◆ **Exercise requirements**
Using the data below, copy out all lines with the word "dead".

◆ **Exercise input**
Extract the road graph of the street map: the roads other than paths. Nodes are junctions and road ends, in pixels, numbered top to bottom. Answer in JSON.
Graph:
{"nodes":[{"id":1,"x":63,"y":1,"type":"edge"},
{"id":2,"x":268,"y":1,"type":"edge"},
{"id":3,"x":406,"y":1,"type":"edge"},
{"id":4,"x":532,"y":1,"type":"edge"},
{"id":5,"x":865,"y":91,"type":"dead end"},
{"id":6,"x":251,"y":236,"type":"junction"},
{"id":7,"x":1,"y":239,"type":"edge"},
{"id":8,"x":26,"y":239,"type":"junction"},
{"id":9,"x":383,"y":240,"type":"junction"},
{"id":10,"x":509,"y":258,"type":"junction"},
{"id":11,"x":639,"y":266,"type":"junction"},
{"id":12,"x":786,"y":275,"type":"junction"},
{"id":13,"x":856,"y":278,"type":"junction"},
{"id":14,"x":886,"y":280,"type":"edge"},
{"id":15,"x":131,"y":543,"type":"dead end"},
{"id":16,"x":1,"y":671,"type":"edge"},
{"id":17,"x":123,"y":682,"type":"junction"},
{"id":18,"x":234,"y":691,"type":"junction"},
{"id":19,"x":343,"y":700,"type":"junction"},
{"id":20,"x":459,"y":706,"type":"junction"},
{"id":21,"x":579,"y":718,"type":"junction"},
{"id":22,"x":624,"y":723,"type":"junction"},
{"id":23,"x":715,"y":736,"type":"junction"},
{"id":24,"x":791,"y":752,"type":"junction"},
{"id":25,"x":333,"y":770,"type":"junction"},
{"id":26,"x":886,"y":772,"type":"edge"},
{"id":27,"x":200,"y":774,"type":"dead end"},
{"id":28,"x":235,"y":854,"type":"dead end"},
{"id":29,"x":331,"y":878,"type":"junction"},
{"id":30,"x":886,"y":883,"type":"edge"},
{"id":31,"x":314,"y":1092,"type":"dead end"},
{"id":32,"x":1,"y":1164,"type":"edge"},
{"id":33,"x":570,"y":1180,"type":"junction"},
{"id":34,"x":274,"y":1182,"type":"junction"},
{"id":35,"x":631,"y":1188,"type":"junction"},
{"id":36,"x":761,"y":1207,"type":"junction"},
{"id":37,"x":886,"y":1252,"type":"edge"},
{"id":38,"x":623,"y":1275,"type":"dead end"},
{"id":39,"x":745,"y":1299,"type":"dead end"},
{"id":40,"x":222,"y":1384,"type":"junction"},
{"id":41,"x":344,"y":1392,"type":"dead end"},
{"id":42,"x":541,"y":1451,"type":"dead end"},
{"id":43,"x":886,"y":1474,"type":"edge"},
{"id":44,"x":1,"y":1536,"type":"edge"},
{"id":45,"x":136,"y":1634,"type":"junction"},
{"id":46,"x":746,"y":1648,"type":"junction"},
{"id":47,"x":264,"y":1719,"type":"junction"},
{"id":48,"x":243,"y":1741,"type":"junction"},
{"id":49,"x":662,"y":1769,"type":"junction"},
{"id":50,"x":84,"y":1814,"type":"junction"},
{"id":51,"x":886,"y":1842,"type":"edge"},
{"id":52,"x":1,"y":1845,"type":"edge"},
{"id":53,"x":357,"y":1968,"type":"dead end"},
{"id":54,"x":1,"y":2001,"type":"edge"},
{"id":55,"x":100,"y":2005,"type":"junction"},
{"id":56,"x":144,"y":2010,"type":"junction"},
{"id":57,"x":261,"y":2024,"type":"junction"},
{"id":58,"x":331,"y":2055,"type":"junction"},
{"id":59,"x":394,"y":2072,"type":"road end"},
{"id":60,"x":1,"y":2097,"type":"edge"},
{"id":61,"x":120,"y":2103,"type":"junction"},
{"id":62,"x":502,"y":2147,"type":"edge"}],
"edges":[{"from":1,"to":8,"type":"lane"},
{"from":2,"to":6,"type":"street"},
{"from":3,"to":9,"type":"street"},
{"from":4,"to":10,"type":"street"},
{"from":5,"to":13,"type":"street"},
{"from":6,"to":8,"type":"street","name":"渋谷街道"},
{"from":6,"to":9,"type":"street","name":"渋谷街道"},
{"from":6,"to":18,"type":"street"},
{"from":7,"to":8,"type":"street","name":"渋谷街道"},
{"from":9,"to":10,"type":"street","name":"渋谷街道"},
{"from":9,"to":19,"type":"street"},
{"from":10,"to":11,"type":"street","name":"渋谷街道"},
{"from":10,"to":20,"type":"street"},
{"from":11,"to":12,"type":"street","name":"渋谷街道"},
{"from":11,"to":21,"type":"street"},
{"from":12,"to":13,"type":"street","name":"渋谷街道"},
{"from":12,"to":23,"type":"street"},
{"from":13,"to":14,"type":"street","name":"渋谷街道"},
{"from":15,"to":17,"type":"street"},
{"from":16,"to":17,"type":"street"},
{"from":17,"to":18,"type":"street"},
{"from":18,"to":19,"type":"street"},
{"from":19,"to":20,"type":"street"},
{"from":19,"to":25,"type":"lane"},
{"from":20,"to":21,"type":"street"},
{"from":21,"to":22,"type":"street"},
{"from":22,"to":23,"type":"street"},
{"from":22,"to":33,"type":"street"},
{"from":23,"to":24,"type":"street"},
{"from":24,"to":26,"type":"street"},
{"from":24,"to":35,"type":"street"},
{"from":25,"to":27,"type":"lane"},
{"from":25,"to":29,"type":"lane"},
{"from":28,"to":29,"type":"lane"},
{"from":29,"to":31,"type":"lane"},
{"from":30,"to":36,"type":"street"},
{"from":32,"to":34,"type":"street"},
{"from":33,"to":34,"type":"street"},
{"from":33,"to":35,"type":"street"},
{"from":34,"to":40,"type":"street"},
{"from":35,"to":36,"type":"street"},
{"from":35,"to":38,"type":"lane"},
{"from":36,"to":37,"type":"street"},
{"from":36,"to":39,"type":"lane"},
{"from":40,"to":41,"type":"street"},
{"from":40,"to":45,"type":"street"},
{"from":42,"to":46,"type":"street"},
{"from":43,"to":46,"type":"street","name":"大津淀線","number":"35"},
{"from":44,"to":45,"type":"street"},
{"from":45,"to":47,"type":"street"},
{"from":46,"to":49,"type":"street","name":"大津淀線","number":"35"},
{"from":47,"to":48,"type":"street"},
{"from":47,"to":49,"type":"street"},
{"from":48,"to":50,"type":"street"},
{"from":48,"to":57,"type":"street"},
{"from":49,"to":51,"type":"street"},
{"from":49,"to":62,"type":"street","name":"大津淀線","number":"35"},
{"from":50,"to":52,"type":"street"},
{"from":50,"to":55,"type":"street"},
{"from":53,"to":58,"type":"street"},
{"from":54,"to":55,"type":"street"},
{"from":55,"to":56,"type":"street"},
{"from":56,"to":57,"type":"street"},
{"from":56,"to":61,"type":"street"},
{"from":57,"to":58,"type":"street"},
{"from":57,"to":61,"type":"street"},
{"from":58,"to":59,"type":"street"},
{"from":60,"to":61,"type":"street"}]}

◆ **Exercise response**
{"id":5,"x":865,"y":91,"type":"dead end"},
{"id":15,"x":131,"y":543,"type":"dead end"},
{"id":27,"x":200,"y":774,"type":"dead end"},
{"id":28,"x":235,"y":854,"type":"dead end"},
{"id":31,"x":314,"y":1092,"type":"dead end"},
{"id":38,"x":623,"y":1275,"type":"dead end"},
{"id":39,"x":745,"y":1299,"type":"dead end"},
{"id":41,"x":344,"y":1392,"type":"dead end"},
{"id":42,"x":541,"y":1451,"type":"dead end"},
{"id":53,"x":357,"y":1968,"type":"dead end"},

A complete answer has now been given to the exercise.